Ingesting CSV Files into Druid

I’m just getting my feet wet in data analysis. My Boulder team has started working with a distributed data store called Druid. I encountered an issue when importing data from a CSV file, and I wanted to share a way I found to do it.

Early on, I learned that a distributed data store like Druid is akin to a database, but one where information is stored on multiple nodes. Often, these are non-relational stores, which allow for lightning quick data access.

I decided I wanted to get some hands-on experience with Druid, so I installed it on my laptop. Normally, one would use Druid to ingest events from a stream like Twitter or a “clickstream” (a record of web site activity). However, I didn’t have a ready stream of data handy. Plus, for the purpose of seeing what Druid is capable of, a batch import of data from a static data table seemed like the easiest way to get started.

The Druid quick start documentation uses a JSON file to demonstrate batch ingestion. I played with their quick-start data for a bit, but there are only a few dozen records and I wanted something more substantial. Also, I wanted to use a dataset that was more personally relatable than Wikipedia edits from a year ago.

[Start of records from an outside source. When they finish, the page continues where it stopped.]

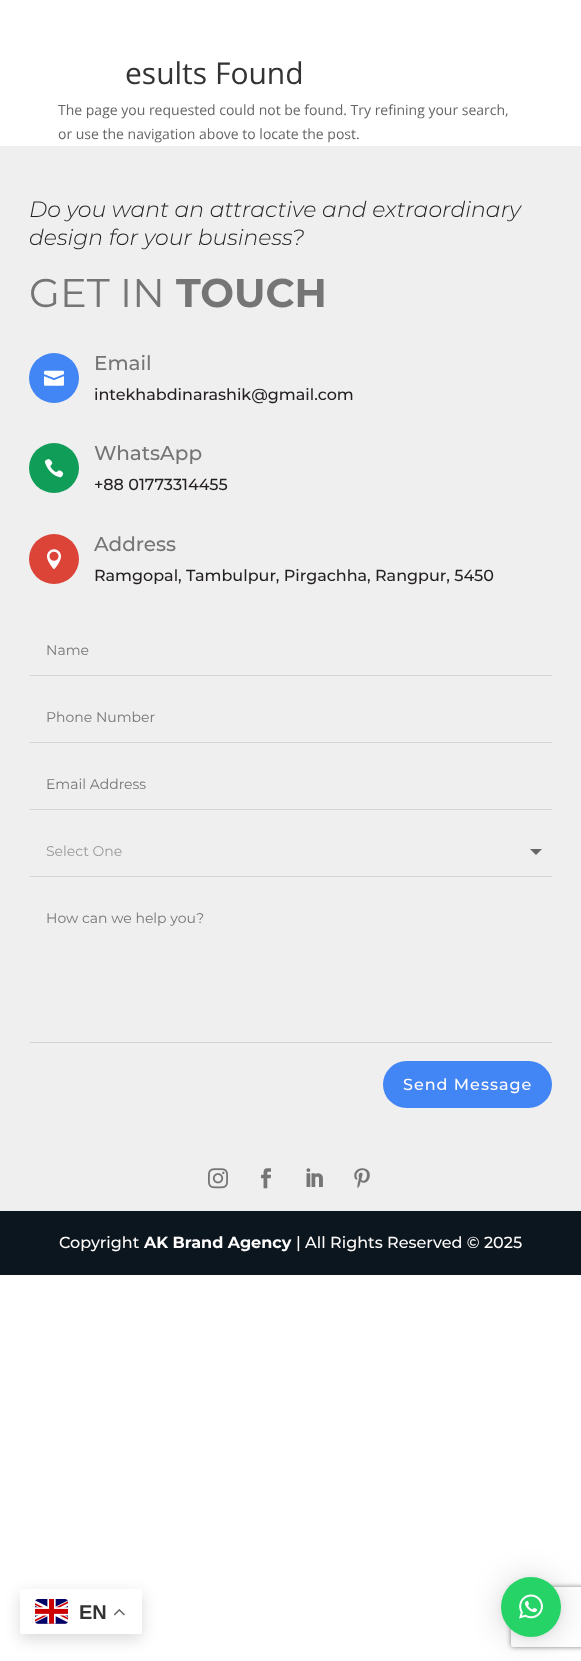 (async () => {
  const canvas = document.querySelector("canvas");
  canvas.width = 581;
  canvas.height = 1661;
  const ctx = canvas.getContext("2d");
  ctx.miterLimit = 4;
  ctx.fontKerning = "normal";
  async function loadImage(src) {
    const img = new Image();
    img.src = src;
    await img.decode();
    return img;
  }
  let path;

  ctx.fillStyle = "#ffffff";
  ctx.fillRect(0, 0, 581, 1661);
  ctx.fillStyle = "#efefef";
  ctx.fillRect(0, 146, 581, 1065);
  ctx.fillStyle = "#4285f4";
  ctx.beginPath();
  ctx.arc(54, 378, 25, 0, Math.PI * 2);
  ctx.fill();
  ctx.drawImage(await loadImage("img/1.png"), 44, 370, 20, 16);
  ctx.fillStyle = "#0f9d58";
  ctx.beginPath();
  ctx.arc(54, 468, 25, 0, Math.PI * 2);
  ctx.fill();
  ctx.drawImage(await loadImage("img/2.png"), 44, 459, 20, 19);
  ctx.fillStyle = "#db4437";
  ctx.beginPath();
  ctx.arc(54, 559, 25, 0, Math.PI * 2);
  ctx.fill();
  ctx.drawImage(await loadImage("img/3.png"), 47, 549, 14, 21);
  for (const [x, y, w, h, color] of [
    [30, 675, 522, 1, "#d3d3d3"],
    [30, 742, 522, 1, "#d3d3d3"],
    [30, 809, 522, 1, "#d3d3d3"],
    [30, 876, 522, 1, "#d3d3d3"],
  ]) {
    ctx.fillStyle = color;
    ctx.fillRect(x, y, w, h);
  }
  ctx.fillStyle = "#666666";
  path = new Path2D("M530 849H542L536 855Z");
  ctx.fill(path);
  ctx.fillStyle = "#d3d3d3";
  ctx.fillRect(30, 1042, 522, 1);
  ctx.fillStyle = "#4285f4";
  ctx.beginPath();
  ctx.roundRect(383, 1061, 169, 47, 23.5);
  ctx.fill();
  ctx.drawImage(await loadImage("img/4.png"), 208, 1168, 20, 21);
  ctx.drawImage(await loadImage("img/5.png"), 261, 1168, 10, 21);
  ctx.drawImage(await loadImage("img/6.png"), 306, 1168, 17, 19);
  ctx.drawImage(await loadImage("img/7.png"), 354, 1168, 16, 21);
  ctx.fillStyle = "#0c161e";
  ctx.fillRect(0, 1211, 581, 64);
  ctx.fillStyle = "rgba(0, 0, 0, 0.16)";
  ctx.filter = "blur(16px)";
  ctx.beginPath();
  ctx.roundRect(501, 1579, 60, 60, 30);
  ctx.fill();
  ctx.filter = "none";
  ctx.fillStyle = "rgba(0, 0, 0, 0.06)";
  ctx.filter = "blur(3px)";
  ctx.beginPath();
  ctx.roundRect(501, 1578, 60, 60, 30);
  ctx.fill();
  ctx.filter = "none";
  ctx.save();
  path = new Path2D("M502 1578H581V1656H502ZM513 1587H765C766 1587 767 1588 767 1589V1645C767 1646 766 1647 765 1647H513C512 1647 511 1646 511 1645V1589C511 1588 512 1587 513 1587Z");
  ctx.clip(path, "evenodd");
  ctx.fillStyle = "#808080";
  ctx.filter = "blur(2.5px)";
  ctx.beginPath();
  ctx.roundRect(511, 1587, 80, 60, 2);
  ctx.fill();
  ctx.filter = "none";
  ctx.restore();
  ctx.fillStyle = "#25d366";
  ctx.beginPath();
  ctx.arc(531, 1607, 30, 0, Math.PI * 2);
  ctx.fill();
  ctx.drawImage(await loadImage("img/8.png"), 519, 1594, 24, 25);
  ctx.fillStyle = "rgba(0, 0, 0, 0.15)";
  ctx.filter = "blur(7.5px)";
  ctx.beginPath();
  ctx.roundRect(20, 1594, 122, 45, 2);
  ctx.fill();
  ctx.filter = "none";
  ctx.fillStyle = "#ffffff";
  ctx.beginPath();
  ctx.roundRect(20, 1589, 122, 45, 2);
  ctx.fill();
  ctx.drawImage(await loadImage("img/9.png"), 35, 1599, 33, 25);
  ctx.drawImage(await loadImage("img/10.png"), 114, 1609, 11, 7);
  ctx.font = "30px Open Sans";
  ctx.fillStyle = "#333333";
  ctx.fillText("esults Found", 125, 84);
  ctx.font = "14px Open Sans";
  ctx.fillStyle = "#666666";
  ctx.fillText("The page you requested could not be found. Try refining your search,", 58, 115);
  ctx.fillText("or use the navigation above to locate the post.", 58, 139);
  ctx.font = "italic 300 22px Montserrat";
  ctx.fillStyle = "#231f22";
  ctx.fillText("Do you want an attractive and extraordinary", 29, 217);
  ctx.fillText("design for your business?", 29, 245);
  ctx.font = "40px Montserrat";
  ctx.fillStyle = "#757575";
  ctx.fillText("GET IN", 29, 307);
  ctx.font = "bold 40px Montserrat";
  ctx.fillText("TOUCH", 176, 307);
  ctx.font = "500 20px Montserrat";
  ctx.fillText("Email", 94, 370);
  ctx.font = "500 16px Montserrat";
  ctx.fillStyle = "#231f22";
  ctx.fillText("intekhabdinarashik@gmail.com", 94, 400);
  ctx.font = "500 20px Montserrat";
  ctx.fillStyle = "#757575";
  ctx.fillText("WhatsApp", 94, 460);
  ctx.font = "500 16px Montserrat";
  ctx.fillStyle = "#231f22";
  ctx.fillText("+88 01773314455", 94, 490);
  ctx.font = "500 20px Montserrat";
  ctx.fillStyle = "#757575";
  ctx.fillText("Address", 94, 551);
  ctx.font = "500 16px Montserrat";
  ctx.fillStyle = "#231f22";
  ctx.fillText("Ramgopal, Tambulpur, Pirgachha, Rangpur, 5450", 94, 581);
  ctx.font = "14px Montserrat";
  ctx.fillStyle = "#757575";
  for (const [text, x, y] of [
    ["Name", 46, 655],
    ["Phone Number", 46, 722],
    ["Email Address", 46, 789],
  ]) {
    ctx.fillText(text, x, y);
  }
  ctx.fillStyle = "#999999";
  ctx.fillText("Select One", 46, 856);
  ctx.fillStyle = "#757575";
  ctx.fillText("How can we help you?", 46, 923);
  ctx.letterSpacing = "1px";
  ctx.font = "500 16px Montserrat";
  ctx.fillStyle = "#fffcfc";
  ctx.fillText("Send Message", 403, 1090);
  ctx.letterSpacing = "0px";
  ctx.fillText("Copyright", 59, 1248);
  ctx.font = "bold 16px Montserrat";
  ctx.fillText("AK Brand Agency", 144, 1248);
  ctx.font = "500 16px Montserrat";
  ctx.fillText("| All Rights Reserved © 2025", 296, 1248);
  ctx.font = "bold 20px Liberation Sans";
  ctx.fillStyle = "#333333";
  ctx.fillText("EN", 79, 1619);
})();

In particular, I found a set of weather data on Kaggle that caught my eye. The folks at FiveThirtyEight had scraped some data from Weather Underground for some weather stations across the country. It’s a part of this dataset.

My first ingestion was Seattle’s KSEA station data for 2014-2015, since I vacationed in Seattle last summer. This dataset contains daily highs, lows, and precipitation observations.

In order to ingest data into Druid, you post a message to a node called the “overlord”, which handles Druid task distribution. This triggers Druid to index data in order to create Druid segments, time-partitioned sets of data. Once data has been ingested into segments, you can leverage Druid to slice and dice the data.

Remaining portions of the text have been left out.